The rapid pace of economic globalization and the dramatic turn toward economic competition as the central factor in public policy thinking would seem to augur well for comparative competition law scholarship. Together, they have brought a wave of new antitrust statutes and increased the perceived importance of existing competition laws. Moreover, economic globalization brings those laws into increasingly frequent and direct contact and sometimes confrontation. Yet comparative analysis in this area has seldom gone beyond pure description to provide analytical insights into such issues. With notable exceptions, scholarship in the area remains limited, superficial, and often distorted. This essay examines where such scholarship is, why it is not elsewhere, and how it might be developed to respond more effectively to the challenges of globalization. It looks first at the current state of the literature - what has been and is being written? Which subjects are treated from which angles and subject to what kinds of influences. I then identify some of the forces that have created this literature and that are at work today. Finally, I envision a path for comparative antitrust law scholarship that may allow it to realize more fully its potential value and respond more effectively to the challenges of economic globalization.
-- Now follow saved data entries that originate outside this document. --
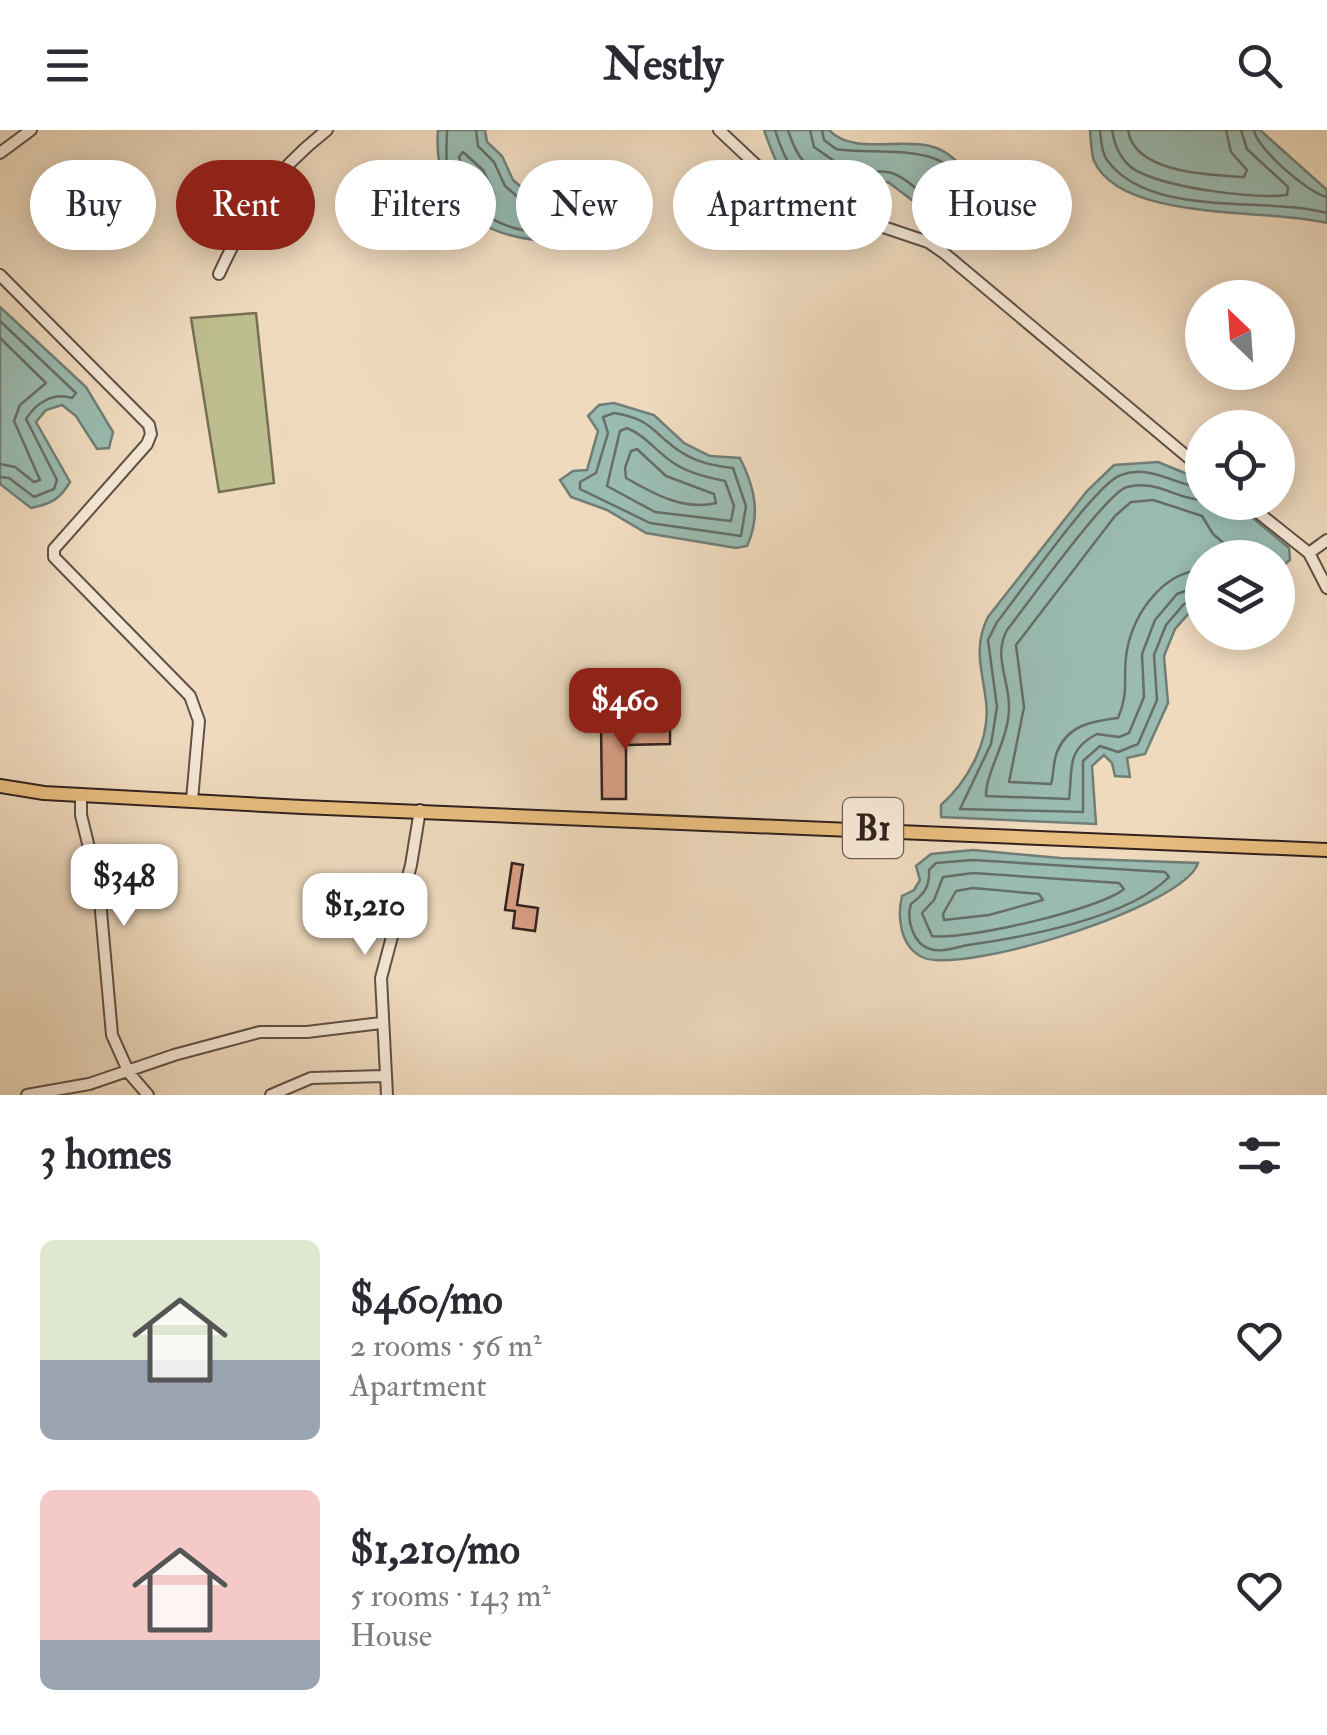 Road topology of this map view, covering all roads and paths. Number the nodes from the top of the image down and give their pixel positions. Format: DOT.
graph roads {
  1 [pos="30,130"];
  2 [pos="327,130"];
  3 [pos="719,130"];
  4 [pos="0,154"];
  5 [pos="220,274"];
  6 [pos="0,275"];
  7 [pos="1185,455"];
  8 [pos="1268,520"];
  9 [pos="1327,540"];
  10 [pos="1309,553"];
  11 [pos="1327,588"];
  12 [pos="0,786"];
  13 [pos="44,793"];
  14 [pos="0,794"];
  15 [pos="81,794"];
  16 [pos="192,800"];
  17 [pos="420,810"];
  18 [pos="1327,850"];
  19 [pos="381,1023"];
  20 [pos="130,1072"];
  21 [pos="384,1076"];
  22 [pos="81,1090"];
  23 [pos="27,1095"];
  24 [pos="148,1095"];
  25 [pos="272,1095"];
  26 [pos="387,1095"];
  1 -- 4 [label="street"];
  2 -- 5 [label="street"];
  3 -- 7 [label="street"];
  6 -- 16 [label="street"];
  8 -- 10 [label="street"];
  9 -- 10 [label="street"];
  10 -- 11 [label="street"];
  12 -- 13 [label="main road, B1"];
  13 -- 14 [label="main road, B1"];
  13 -- 15 [label="main road, B1"];
  15 -- 16 [label="main road, B1"];
  15 -- 20 [label="street"];
  16 -- 17 [label="main road, B1"];
  17 -- 18 [label="main road, B1"];
  17 -- 19 [label="street"];
  19 -- 20 [label="street"];
  19 -- 21 [label="street"];
  20 -- 22 [label="street"];
  20 -- 24 [label="street"];
  21 -- 25 [label="street"];
  21 -- 26 [label="street"];
  22 -- 23 [label="street"];
}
Three main themes run through this essay. One is that US law dominates the world of comparative competition law scholarship. It provides the background that frames such scholarship, and it thereby colors and shapes it as well. A second, and related, theme is that the centrality of US law and experience divides the writing in the area and often distorts it. This dominance generates two fundamentally different perspectives on competition law. In one, US writers look out at the world and say follow us. In the other, non-US writers ask, How do we assess US experience and how do we respond to US power and pressure? The third thread that runs through this chapter identifies the potential impact of economic globalization on the agenda of comparative competition law and the opportunities it creates for writers in that area to contribute to creating a sounder policy framework for transnational markets.